Angie Zelter (born 5 June 1951) is a British activist and the founder of a number of international campaign groups, including Trident Ploughshares and the International Women's Peace Service. Zelter is known for non-violent direct action campaigns and has been arrested over 100 times in Belgium, Canada, England, Malaysia, Norway, Poland and Scotland, serving 16 prison sentences.
Zelter is a self-professed 'global citizen'.

==Life==
In the 1980s Zelter founded the Snowball Campaign, which encouraged mass civil disobedience with participants each cutting one strand of a fence around US military bases in the UK, then waiting to be arrested. During the campaign, which lasted three years, there were around 2,500 arrests and many of the activists were sent to jail for non-payment of fines. Caroline Lucas, future Green party leader and MP, was involved in the campaign, and poet Oliver Bernard was sent to prison.

In 1996 she was part of the group Seeds of Hope that disarmed a BAE Hawk Jet, ZH955, causing £1.5million damage and preventing it from being exported to Indonesia where it would have been used to attack East Timor. She was acquitted for this action in a victory which forced the issue of arms control onto the mainstream agenda.

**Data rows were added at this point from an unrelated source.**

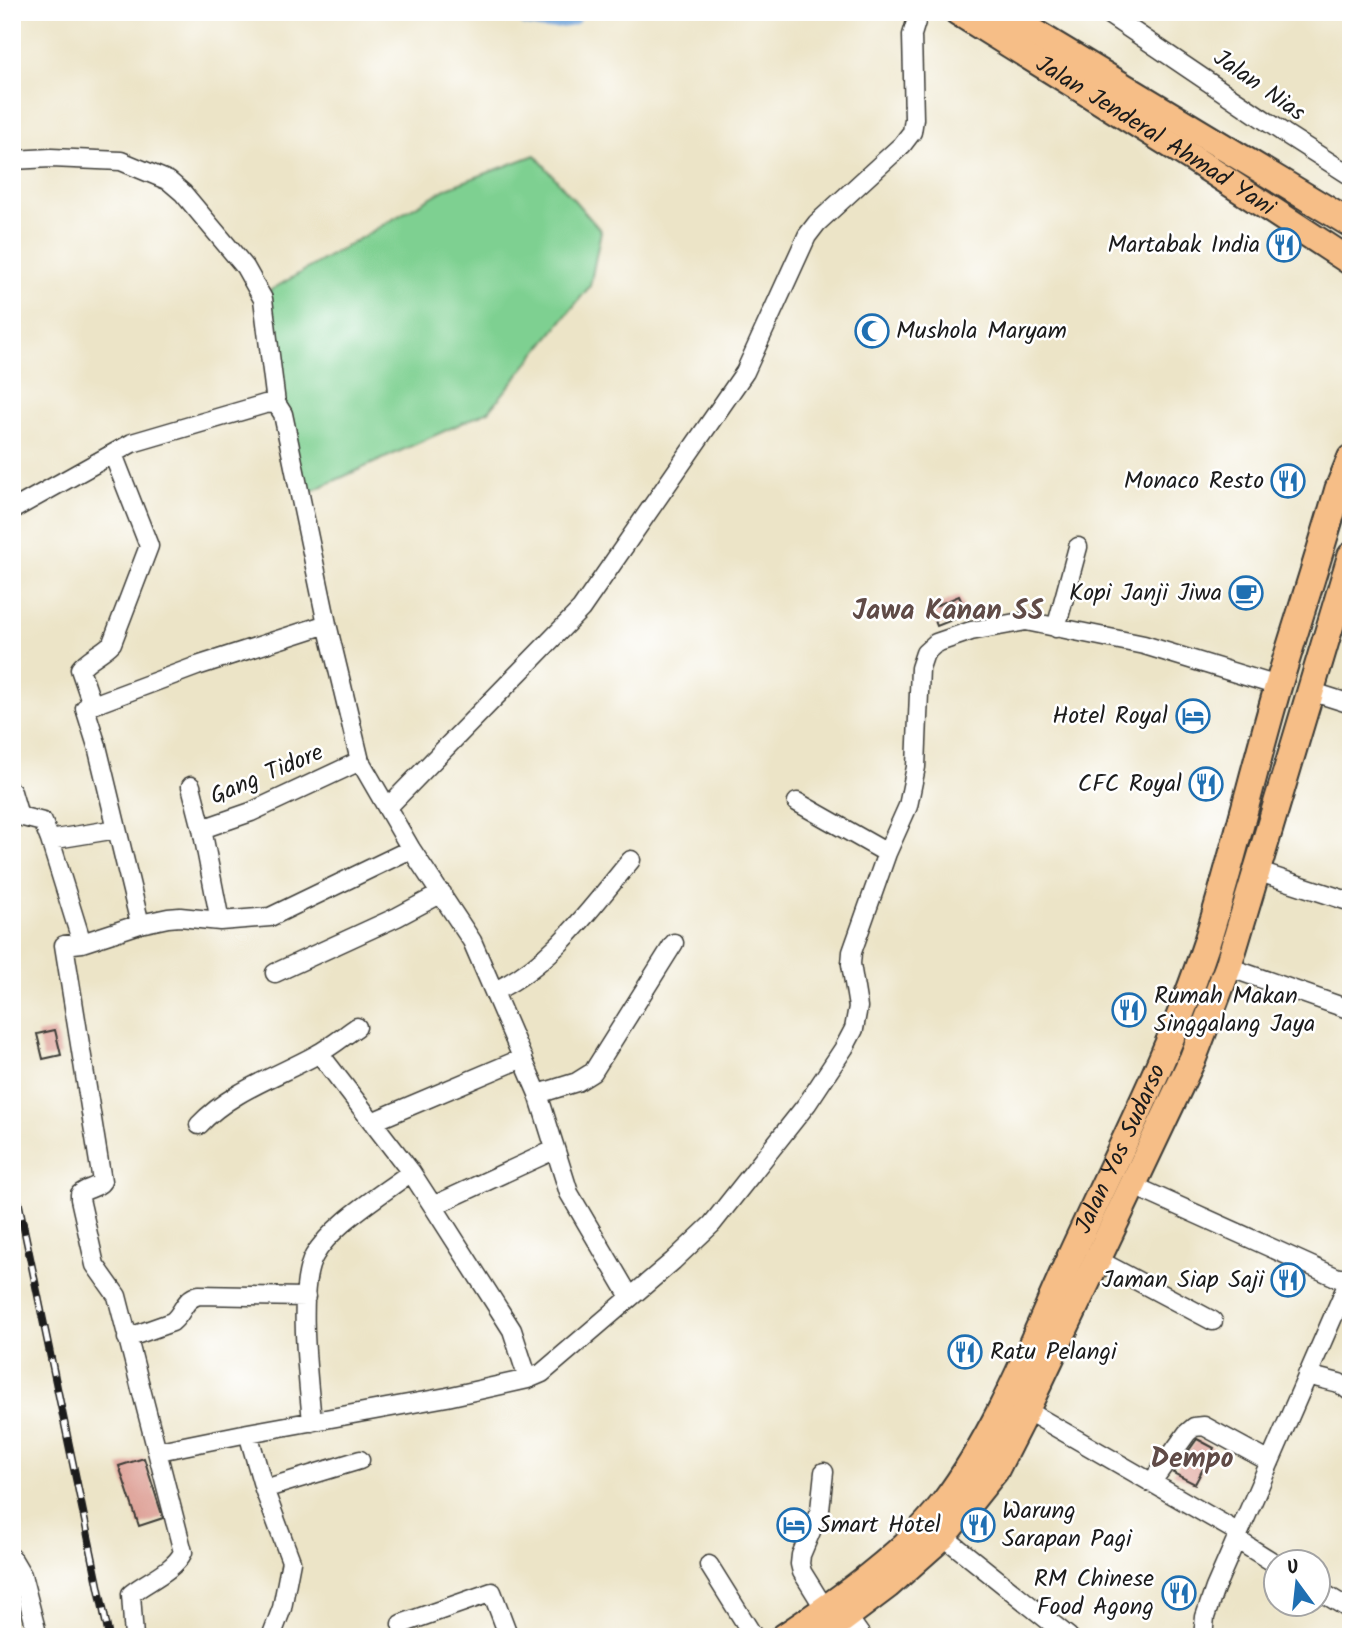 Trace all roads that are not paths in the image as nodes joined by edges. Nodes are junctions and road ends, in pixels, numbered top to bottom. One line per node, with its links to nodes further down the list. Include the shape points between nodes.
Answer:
1 (919, 12): 26 (street, via 912,35 912,132 812,228 745,372 581,609)
2 (958, 12): 8 (highway, Jalan Jenderal Ahmad Yani)
3 (1000, 12): 7 (highway, Jalan Jenderal Ahmad Yani)
4 (1105, 12): 6 (street, Jalan Nias)
5 (12, 160): 9 (street, via 121,162 169,181 183,193 245,267 263,299)
6 (1351, 176)
7 (1351, 224)
8 (1351, 262)
9 (276, 403): 10 (street, via 144,439); 16 (street, via 283,414)
10 (113, 454): 12 (street); 20 (street, via 149,546 112,643 80,669)
11 (1351, 458): 14 (highway, Jalan Yos Sudarso)
12 (12, 510)
13 (1078, 547): 17 (street)
14 (1322, 547): 15 (street); 18 (highway, Jalan Yos Sudarso)
15 (1351, 555): 19 (highway, Jalan Yos Sudarso)
16 (327, 624): 20 (street); 22 (street)
17 (1056, 628): 18 (street, via 1144,645); 31 (street, via 1026,621 971,631 936,643 925,653 920,668 916,767 908,806)
18 (1278, 686): 52 (highway, Jalan Yos Sudarso, via 1206,942 1167,1046)
19 (1310, 691): 21 (street); 33 (highway, Jalan Yos Sudarso)
20 (92, 704): 27 (street, via 84,711)
21 (1351, 704)
22 (360, 761): 26 (street); 28 (street, Gang Tidore, via 251,812)
23 (191, 786): 28 (street)
24 (12, 792): 29 (street, via 19,816 43,822)
25 (797, 802): 31 (street)
26 (388, 807): 30 (street)
27 (117, 828): 29 (street); 37 (street)
28 (202, 829): 36 (street, Gang Tidore)
29 (50, 840): 38 (street)
30 (411, 849): 34 (street); 36 (street, via 283,912)
31 (887, 853): 58 (street, via 852,952 858,1007 844,1048 807,1104 712,1223)
32 (631, 860): 42 (street, via 567,937 521,978)
33 (1256, 871): 35 (street); 40 (highway, Jalan Yos Sudarso)
34 (442, 893): 41 (street); 42 (street, via 472,941)
35 (1351, 902)
36 (220, 921): 37 (street, via 180,917)
37 (140, 924): 38 (street)
38 (82, 943): 60 (street, via 64,945 103,1181 84,1190 80,1199 95,1265 117,1296)
39 (674, 943): 47 (street, via 593,1072)
40 (1228, 967): 43 (street); 53 (highway, Jalan Yos Sudarso, via 1193,1058)
41 (275, 973)
42 (495, 991): 46 (street)
43 (1351, 1010)
44 (357, 1027): 45 (street)
45 (319, 1053): 48 (street); 49 (street, via 238,1094)
46 (523, 1058): 47 (street); 48 (street)
47 (538, 1094): 50 (street)
48 (372, 1122): 51 (street)
49 (199, 1125)
50 (554, 1150): 54 (street); 58 (street, via 569,1193)
51 (411, 1172): 54 (street); 57 (street, via 334,1231 313,1258)
52 (1109, 1172): 53 (highway); 78 (highway, Jalan Yos Sudarso, via 1006,1399 972,1460 942,1505)
53 (1134, 1186): 55 (highway, Jalan Yos Sudarso); 56 (street, via 1338,1278)
54 (433, 1206): 62 (street, via 512,1330)
55 (1098, 1260): 59 (street); 64 (highway, Jalan Yos Sudarso)
56 (1350, 1278): 61 (street)
57 (306, 1297): 60 (street, via 199,1294 186,1301 172,1322); 65 (street, via 304,1332)
58 (629, 1297): 62 (street, via 542,1373)
59 (1213, 1321)
60 (127, 1338): 67 (street)
61 (1307, 1375): 63 (street, via 1339,1383); 69 (street)
62 (528, 1379): 65 (street)
63 (1351, 1392)
64 (1026, 1410): 71 (street); 73 (highway, Jalan Yos Sudarso, via 995,1471)
65 (312, 1422): 66 (street)
66 (248, 1433): 67 (street); 72 (street)
67 (159, 1451): 84 (street, via 183,1552 173,1566 131,1594)
68 (360, 1461): 72 (street)
69 (1270, 1462): 71 (street, via 1205,1426 1194,1427); 74 (street)
70 (824, 1472): 81 (street, via 820,1510 800,1564)
71 (1152, 1483): 74 (street)
72 (264, 1489): 85 (street, via 291,1561)
73 (943, 1536): 78 (highway, Jalan Yos Sudarso); 90 (street)
74 (1238, 1536): 75 (street); 91 (street, via 1205,1617)
75 (1262, 1554)
76 (12, 1558): 83 (street, via 22,1575)
77 (709, 1565): 87 (street)
78 (881, 1578): 81 (highway, Jalan Yos Sudarso)
79 (1332, 1598): 80 (street)
80 (1351, 1610)
81 (845, 1621): 88 (highway, Jalan Yos Sudarso); 89 (highway, Jalan Yos Sudarso)
82 (401, 1624): 86 (street, via 492,1592)
83 (38, 1637)
84 (134, 1637)
85 (271, 1637)
86 (509, 1637)
87 (754, 1637)
88 (784, 1637)
89 (819, 1637)
90 (1069, 1637)
91 (1203, 1637)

In 1999, along with American Ellen Moxley and Ulla Røder from Denmark, she became known as one of the Trident Three of the Trident Ploughshares, after the women succeeded in entering Maytime, a floating trident sonar testing station in Loch Goil, and damaged 20 computers and other electronic equipment and circuit boxes, cut an antenna, jammed machinery with superglue, sand, and syrup and tipped logbooks, files, computer hardware, and papers overboard. In December 2001 the Trident Three were awarded the Right Livelihood Award.

Between 2001 and 2005 she was active in many actions with the International Solidarity Movement and other organisations designed to protect the Palestinians on the West Bank against the violence of the Israeli army and of the illegal settlements which made their lives increasingly difficult. The Israeli government eventually refused to allow her to return.

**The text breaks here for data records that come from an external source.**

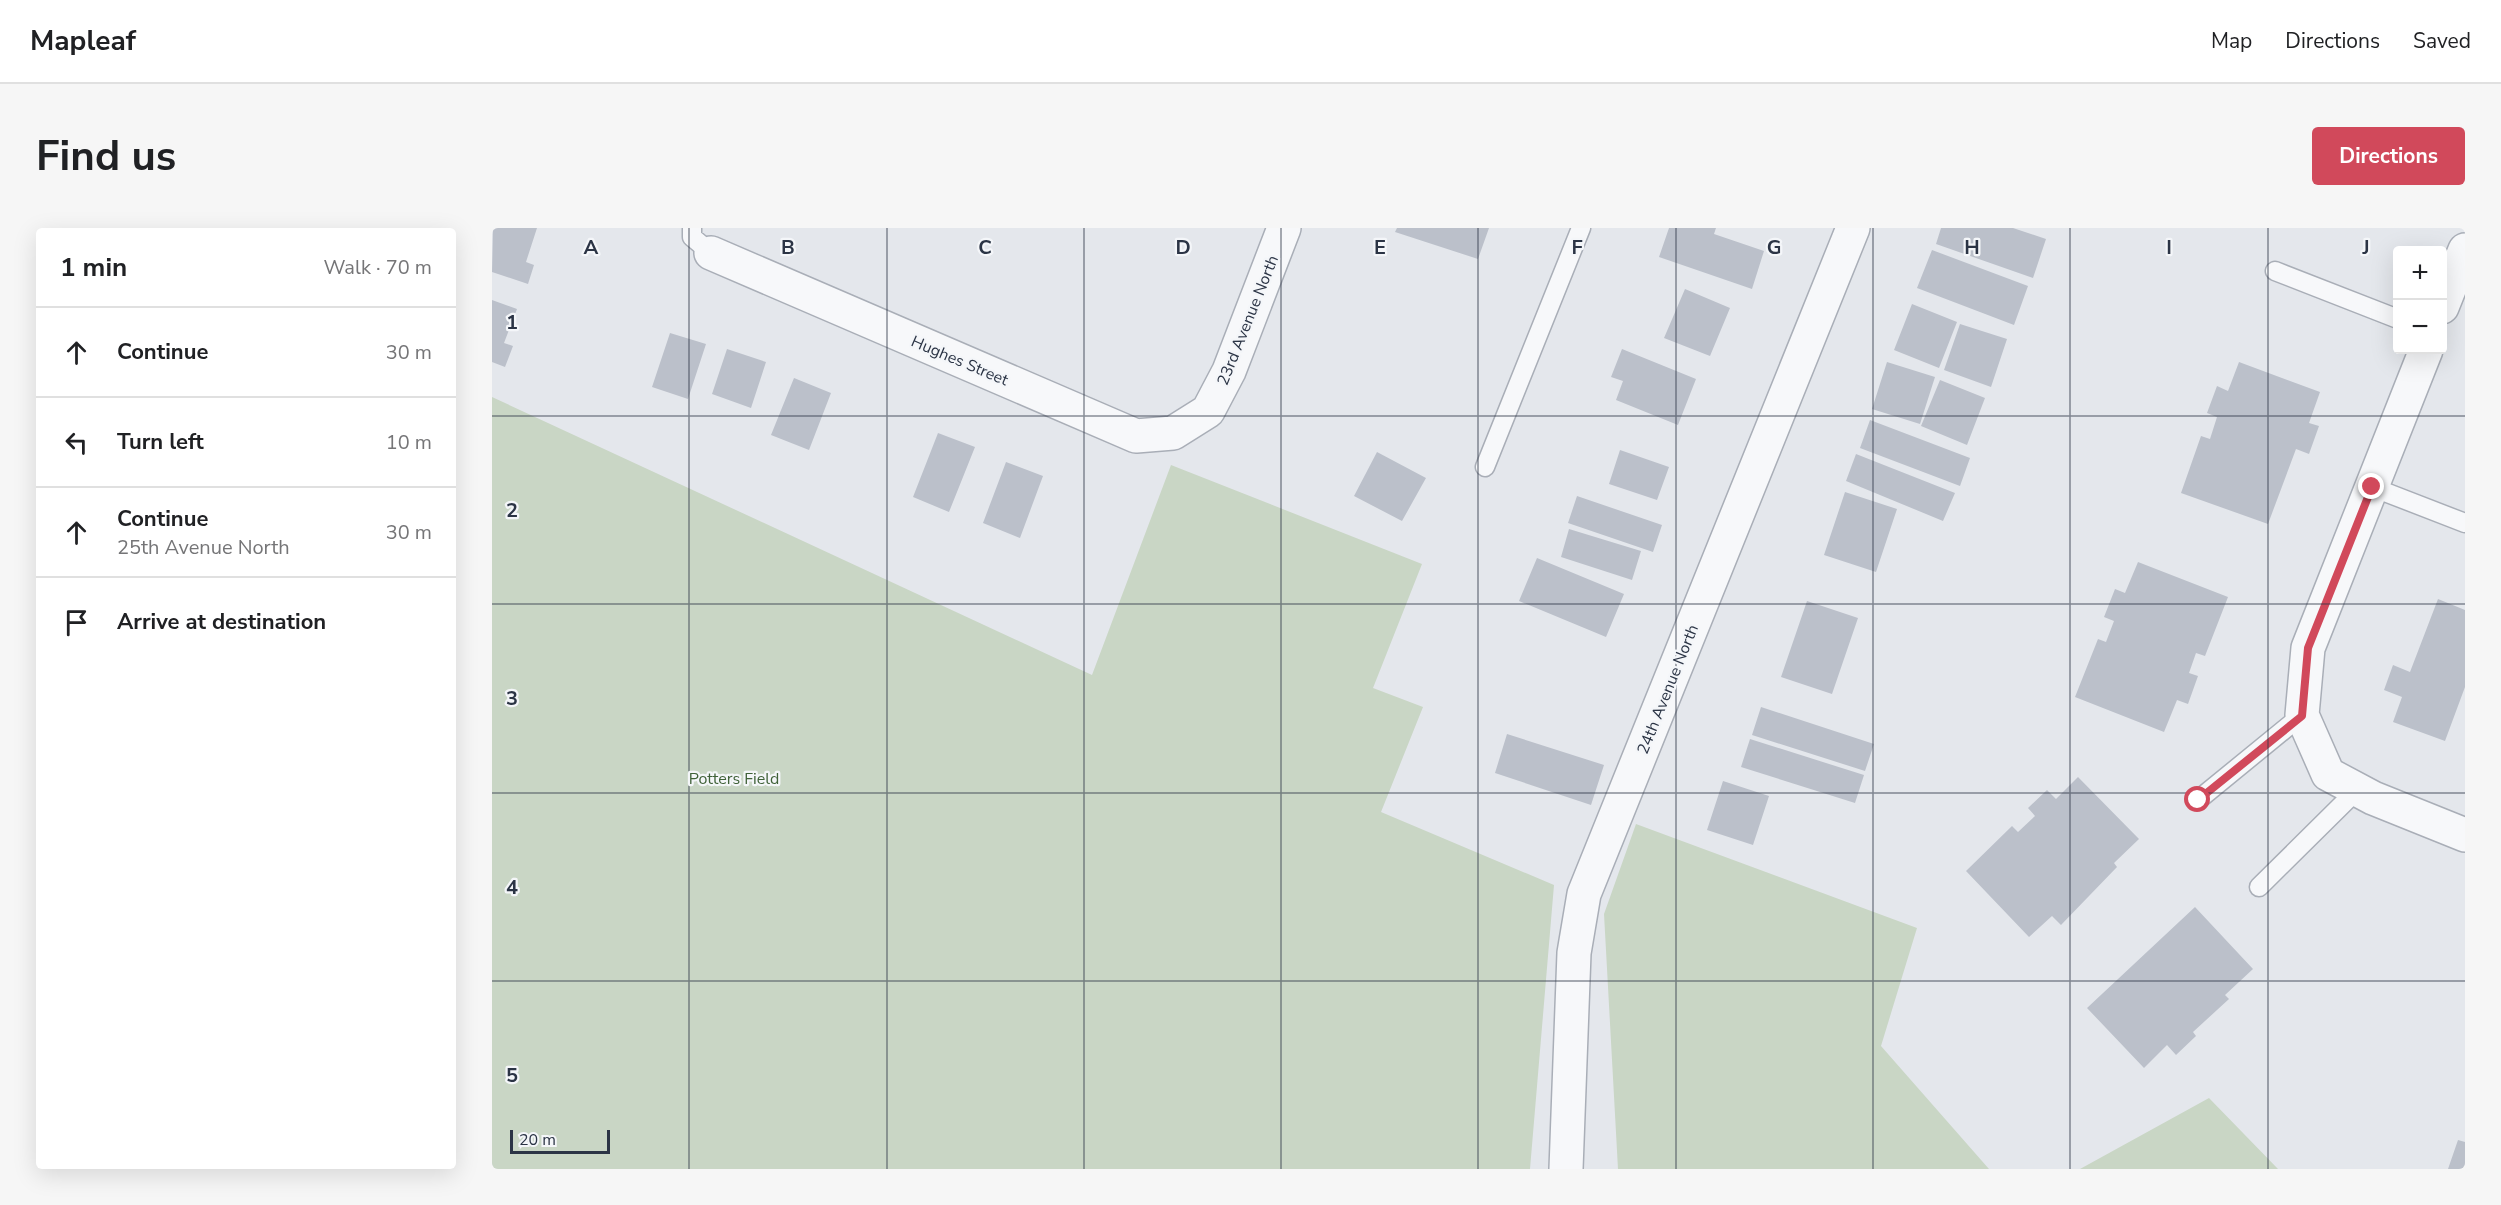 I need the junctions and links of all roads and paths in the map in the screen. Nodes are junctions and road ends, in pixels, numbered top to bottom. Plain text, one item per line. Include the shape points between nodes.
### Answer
1 (1284, 228) edge
2 (1581, 228) edge
3 (1853, 228) edge
4 (701, 241) edge
5 (2465, 250) edge
6 (2276, 272) dead end
7 (2445, 300) edge
8 (2393, 317) edge
9 (2424, 354) edge
10 (1208, 411) joint
11 (1485, 467) dead end
12 (2372, 487) junction
13 (2465, 523) edge
14 (2302, 716) junction
15 (2357, 790) junction
16 (2198, 800) dead end
17 (2465, 835) edge
18 (2259, 887) dead end
19 (1566, 1169) edge

1 - 10 street, 23rd Avenue North via 1229,370
2 - 11 lane
3 - 19 street, 24th Avenue North via 1584,894 1574,953
4 - 10 street, Hughes Street via 1136,436 1173,434
5 - 7 street
6 - 8 lane
9 - 12 street
12 - 13 lane
12 - 14 street via 2308,648
14 - 15 street via 2328,774
14 - 16 lane
15 - 17 street
15 - 18 lane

In 2012 Angie Zelter was nominated for the Nobel Peace Prize by Mairead Maguire a former Nobel winner and peace activist, for Zelter's (at the time) 30 years of peace activism.

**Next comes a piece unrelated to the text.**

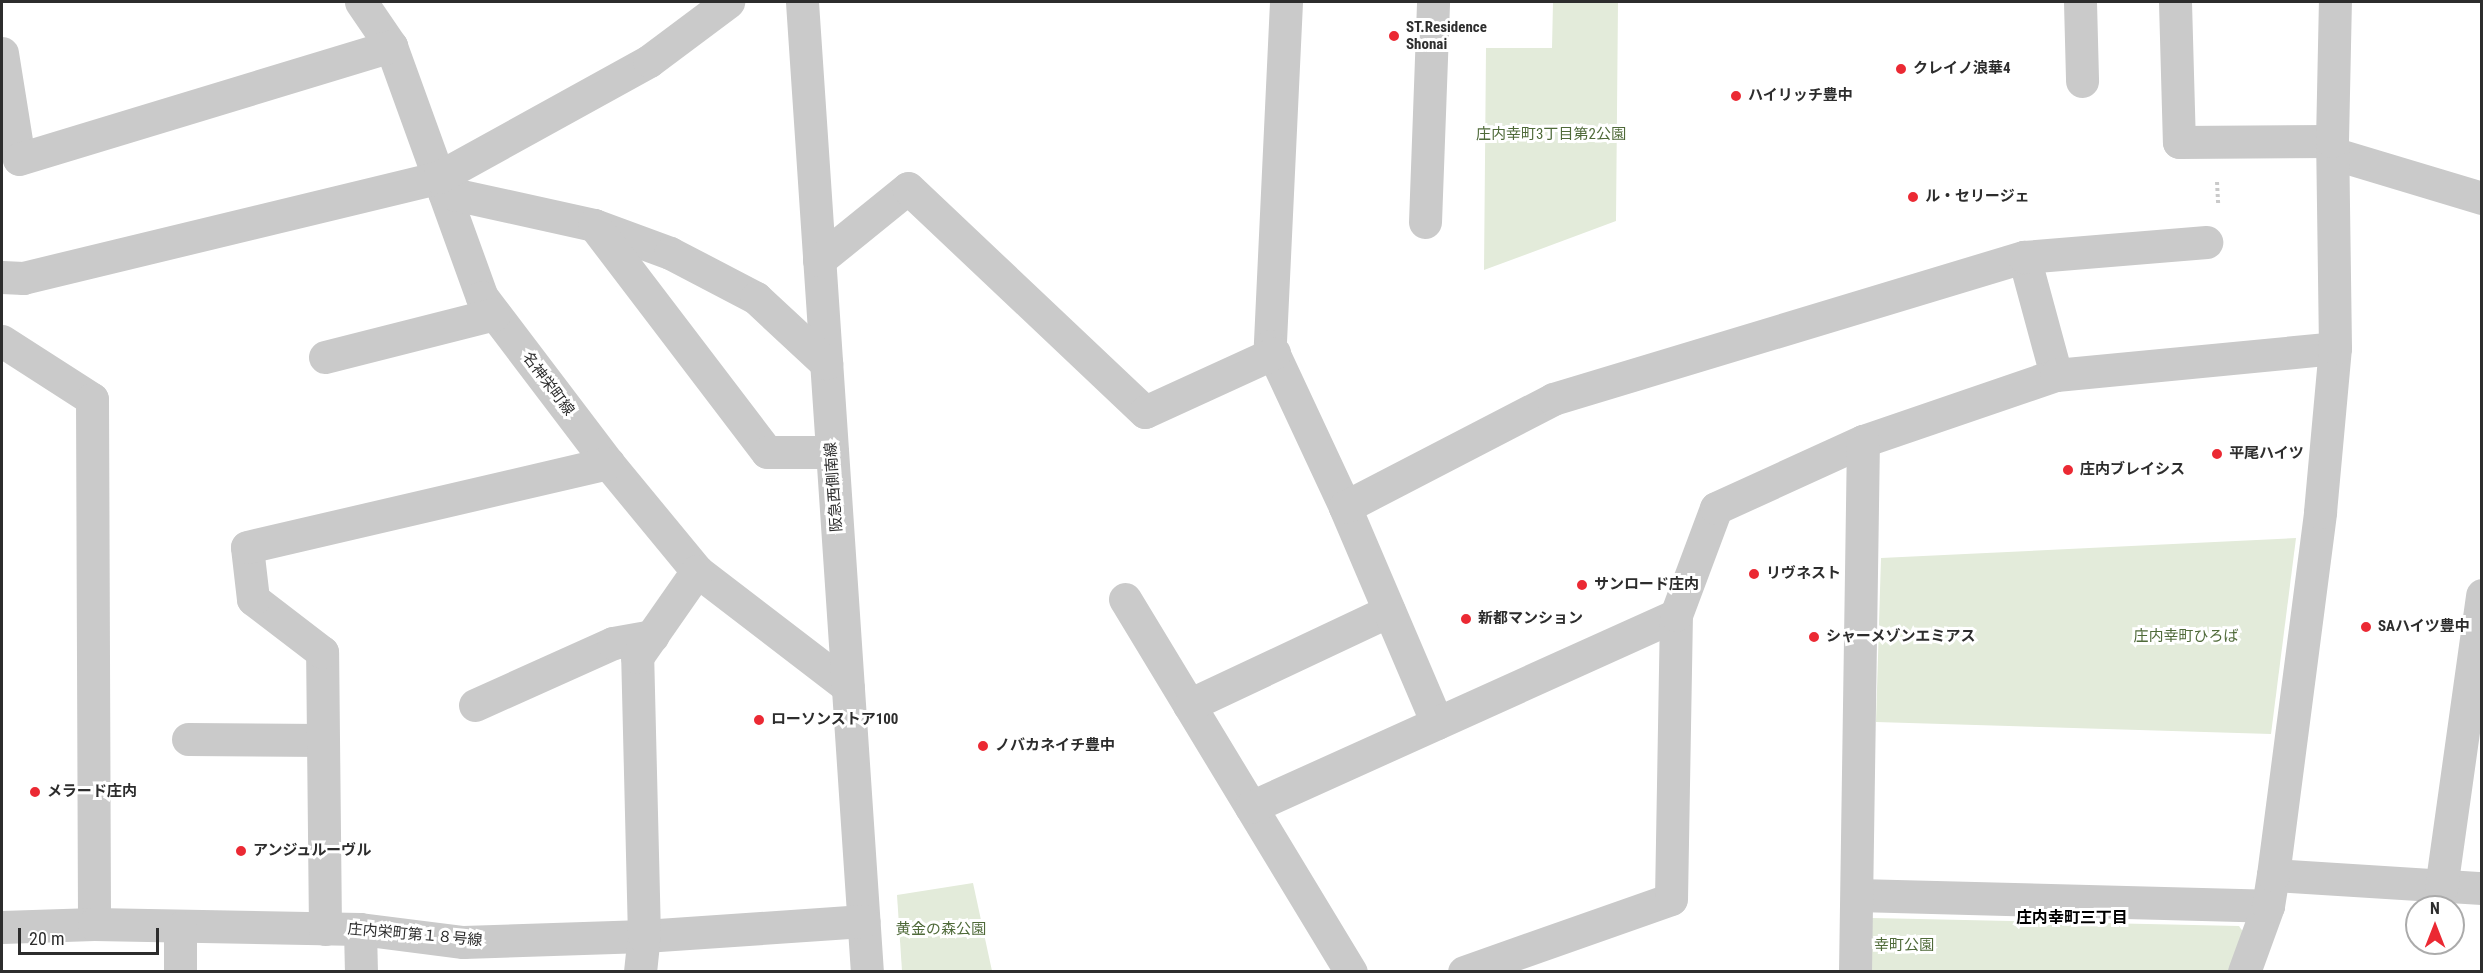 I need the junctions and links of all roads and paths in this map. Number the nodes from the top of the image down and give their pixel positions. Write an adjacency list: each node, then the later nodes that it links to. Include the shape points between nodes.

In March 2012, the South Korean police arrested Angie Zelter for obstructing the construction of the controversial Jeju-do Naval Base.

In September 2014, Zelter received in Istanbul the Hrant Dink Award for her fight against nuclear weapons.

===Extinction Rebellion===

During the April 2019 Extinction Rebellion London occupations Zelter was arrested on Waterloo Bridge and in Parliament Square, becoming the first activist to be prosecuted. She was given a conditional discharge in June 2019, after arguing in court that humans faced mass extinction unless governments implemented wide-ranging changes.

Zelter was one of more than 1,400 protesters arrested during the October 2019 'Extinction Rebellion Autumn Uprising' two-week campaign in London. She was charged under Section 14 of the Public Order Act 1986, pleaded guilty, and was ordered to pay a £460 fine, £85 costs and £46 surcharge.

In 2021 she published a book detailing her work between 1982 and 2021 with the title "Activism for Life".